Savory breakfast muffins on a blue wool napkin in a metal pie pan.

Ingredients you’ll need:

  • Whole wheat flour – Adds fiber and structure for a hearty, nutritious base.
  • Baking powder – Helps the muffins rise and stay light and fluffy.
  • Salt – Enhances flavor and balances the sweetness.
  • Eggs – Bind the ingredients together and provide protein and moisture.
  • Cottage cheese – Adds creaminess and extra protein, and keeps the muffins tender.
  • Olive oil – Contributes healthy fats for moisture and a soft crumb.
  • Maple syrup – Adds a touch of natural sweetness and helps balance the savory flavors.
  • Ham – Provides savory flavor and boosts the protein content.
  • Vegetables – For color, texture, vitamins, and fiber.
  • Cheddar cheese – Adds a rich, cheesy flavor and extra protein.
  • Chives – Add a fresh, mild onion flavor that brightens the muffins.
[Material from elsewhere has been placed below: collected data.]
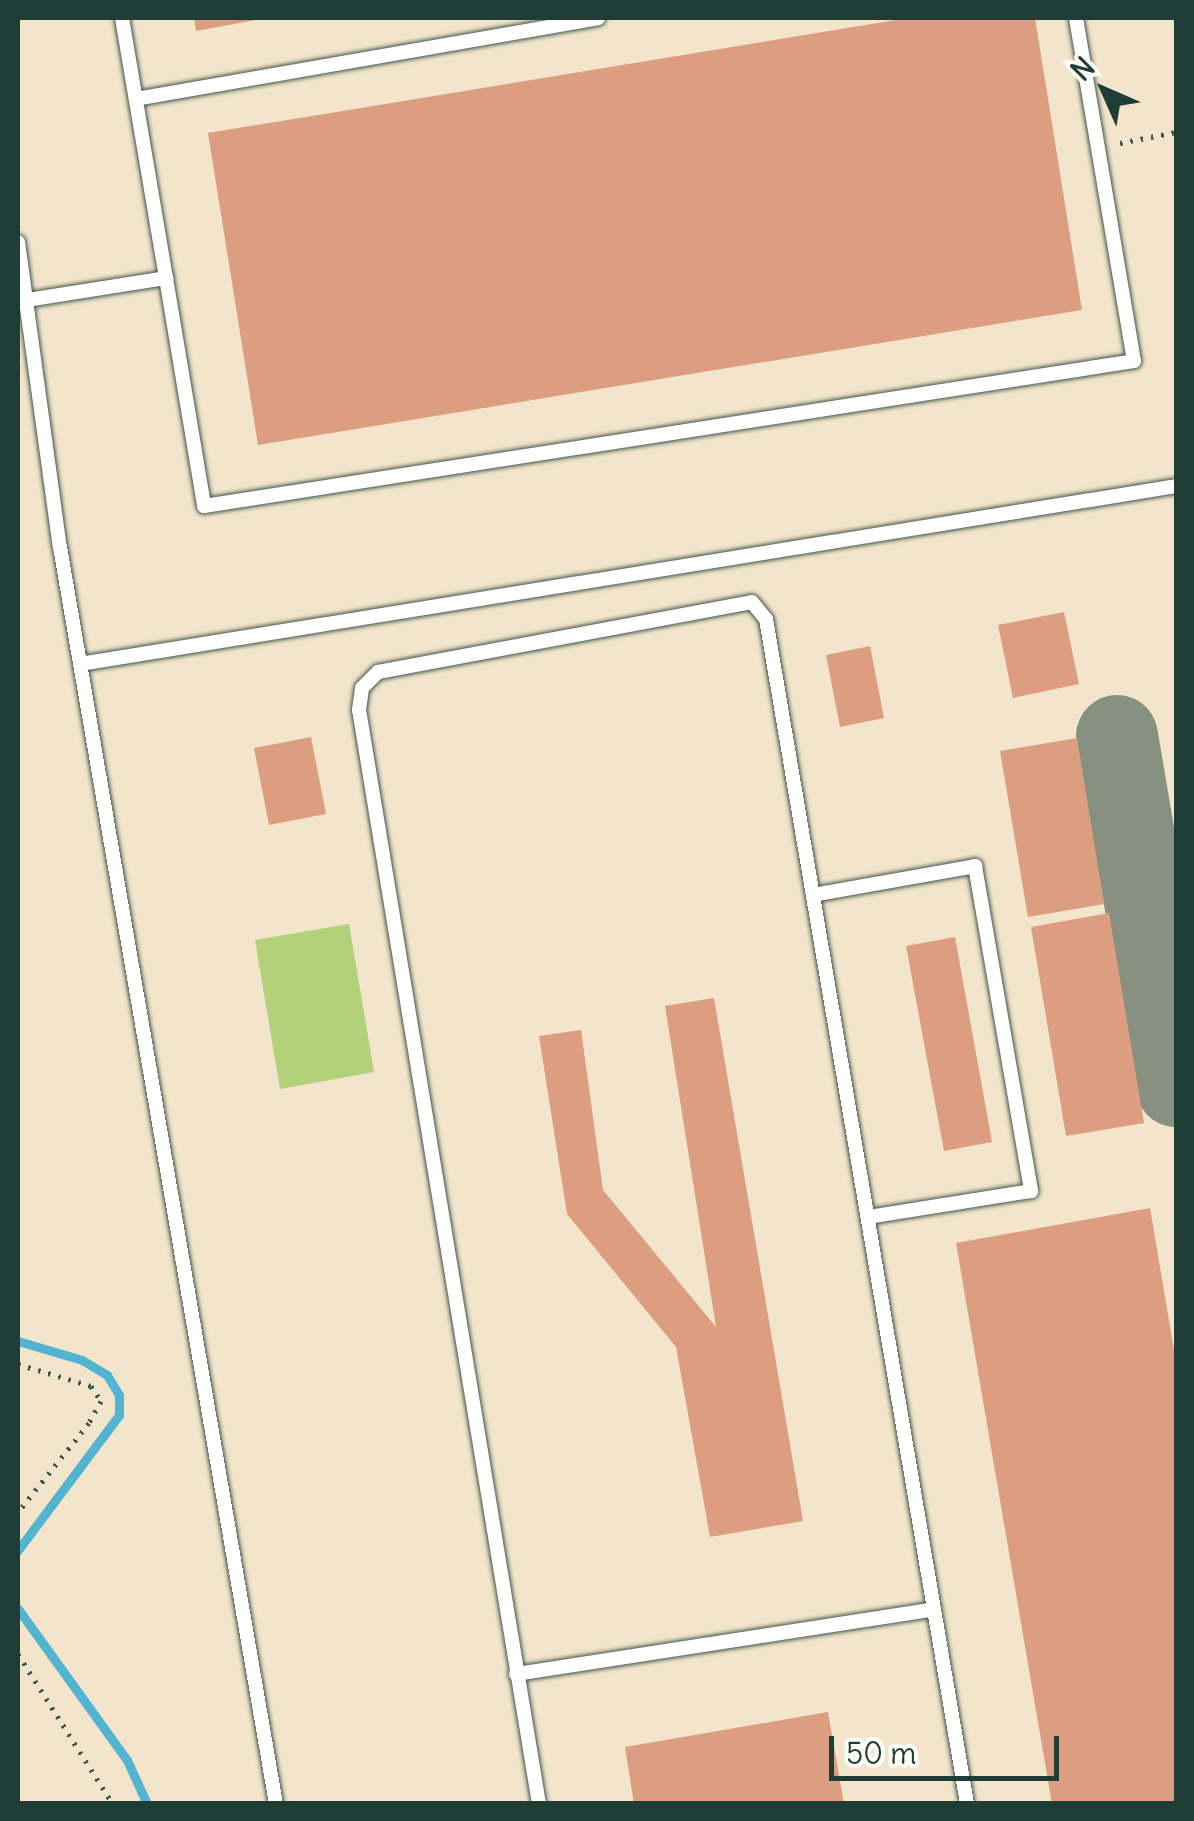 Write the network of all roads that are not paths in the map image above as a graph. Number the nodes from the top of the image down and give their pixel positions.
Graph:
1 (122, 18) edge
2 (598, 18) edge
3 (1076, 18) edge
4 (136, 99) junction
5 (18, 242) edge
6 (166, 278) junction
7 (27, 300) junction
8 (1176, 486) edge
9 (80, 664) junction
10 (813, 894) junction
11 (868, 1217) junction
12 (934, 1610) junction
13 (516, 1674) junction
14 (276, 1804) edge
15 (539, 1804) edge
16 (967, 1804) edge

1 - 4 lane
2 - 4 lane
3 - 6 lane
4 - 6 lane
5 - 7 lane
6 - 7 lane
7 - 9 lane
8 - 9 lane
9 - 14 lane
10 - 11 lane
10 - 11 lane
10 - 13 lane
11 - 12 lane
12 - 13 lane
12 - 16 lane
13 - 15 lane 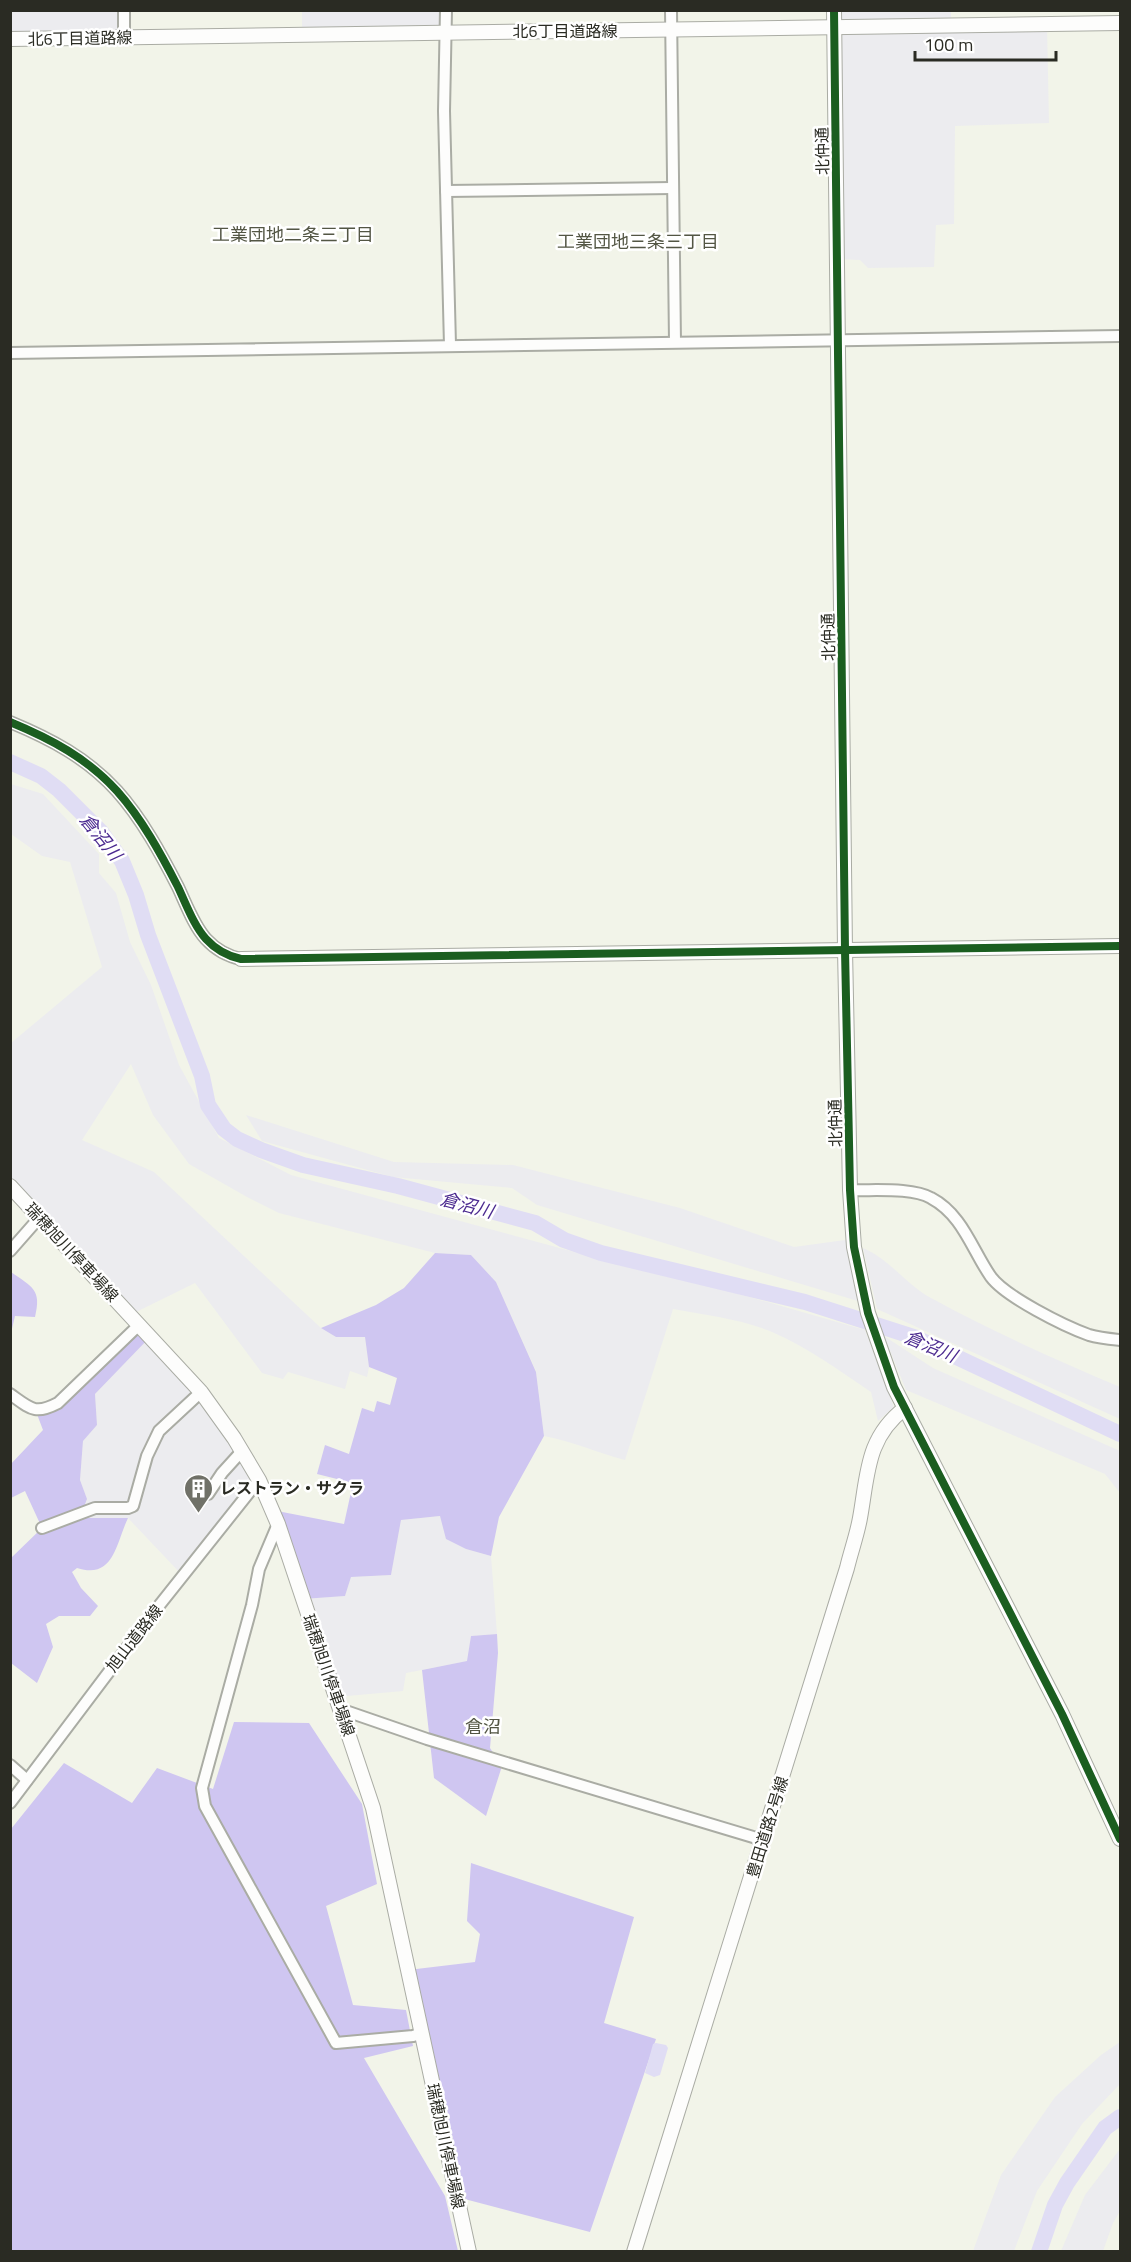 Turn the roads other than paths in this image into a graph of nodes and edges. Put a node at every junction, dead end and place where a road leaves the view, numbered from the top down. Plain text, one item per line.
1 (124, 10) edge
2 (446, 10) edge
3 (671, 10) edge
4 (834, 10) edge
5 (1120, 23) edge
6 (833, 28) junction
7 (671, 30) junction
8 (446, 32) junction
9 (124, 37) junction
10 (10, 39) edge
11 (672, 188) junction
12 (446, 191) junction
13 (1120, 336) edge
14 (838, 341) junction
15 (675, 342) junction
16 (450, 345) junction
17 (10, 353) edge
18 (10, 722) edge
19 (1120, 946) edge
20 (845, 950) junction
21 (241, 959) joint
22 (10, 1186) edge
23 (850, 1190) junction
24 (39, 1218) junction
25 (10, 1251) edge
26 (139, 1325) junction
27 (1120, 1340) edge
28 (201, 1392) junction
29 (10, 1394) edge
30 (905, 1408) junction
31 (242, 1451) junction
32 (259, 1480) junction
33 (208, 1494) dead end
34 (278, 1524) junction
35 (42, 1528) dead end
36 (340, 1708) junction
37 (10, 1765) edge
38 (27, 1780) junction
39 (10, 1803) edge
40 (1120, 1839) edge
41 (763, 1840) junction
42 (422, 2033) junction
43 (469, 2252) edge
44 (634, 2252) edge

1 - 9 street
2 - 8 street
3 - 7 street
4 - 6 street, 北仲通
5 - 6 street, 北6丁目道路線
6 - 7 street, 北6丁目道路線
6 - 14 street, 北仲通
7 - 8 street, 北6丁目道路線
7 - 11 street
8 - 9 street, 北6丁目道路線
8 - 12 street
9 - 10 street, 北6丁目道路線
11 - 12 street
11 - 15 street
12 - 16 street
13 - 14 street
14 - 15 street
14 - 20 street, 北仲通
15 - 16 street
16 - 17 street
18 - 21 street
19 - 20 street
20 - 21 street
20 - 23 street, 北仲通
22 - 24 street, 瑞穂旭川停車場線
23 - 27 street
23 - 30 street, 北仲通
24 - 25 street
24 - 26 street, 瑞穂旭川停車場線
26 - 28 street, 瑞穂旭川停車場線
26 - 29 street
28 - 31 street, 瑞穂旭川停車場線
28 - 35 street
30 - 40 street, 北仲通
30 - 41 street, 豊田道路2号線
31 - 32 street, 瑞穂旭川停車場線
31 - 33 street
32 - 34 street, 瑞穂旭川停車場線
32 - 38 street, 旭山道路線
34 - 36 street, 瑞穂旭川停車場線
34 - 42 street
36 - 41 street
36 - 42 street, 瑞穂旭川停車場線
37 - 38 street
38 - 39 street, 旭山道路線
41 - 44 street, 豊田道路2号線
42 - 43 street, 瑞穂旭川停車場線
How to make healthy savory breakfast muffins

(The full written and printable recipe is further below.)

Step #1) In a large mixing bowl, whisk together the eggs, cottage cheese, olive oil, and maple syrup.

Step #2) Add the flour, baking powder, and salt. Stir until just combined.

Step #3) Fold in the ham, veggies, chives, and cheese.

Step #4) Divide the batter evenly into a greased muffin pan. Top with remaining cheese. Bake at 375F for 25 minutes.

🌟 Expert tips:

  • Chop the veggies small so they cook evenly and blend well into the batter.
  • Use low-fat cottage cheese to reduce calories while keeping the protein high.
  • Add extra flavor – sprinkle a little everything-bagel seasoning on top before baking or add a little garlic powder or fresh herbs for a fun twist.
Two savory breakfast muffins stacked on a plate with the top one broken in half.

Delicious variations:

  • Vegetarian version – Skip the ham and add extra veggies or black beans.
  • 🧀 Cheese swap – Try feta, mozzarella, or pepper jack for a new flavor.
  • 🌶️ Spicy kick – Add diced jalapeños or a pinch of chili flakes.
  • 🥓 Meat lovers – Swap the ham for any lean cooked meat, like turkey sausage or chicken.

Storing & freezing instructions:

  • To store: Keep in an airtight container in the fridge for up to 5 days.
  • To freeze: Place cooled muffins in a single layer in a freezer bag. Freeze for up to 3 months.
  • To reheat: Microwave for 30–40 seconds or warm in a toaster oven until heated through.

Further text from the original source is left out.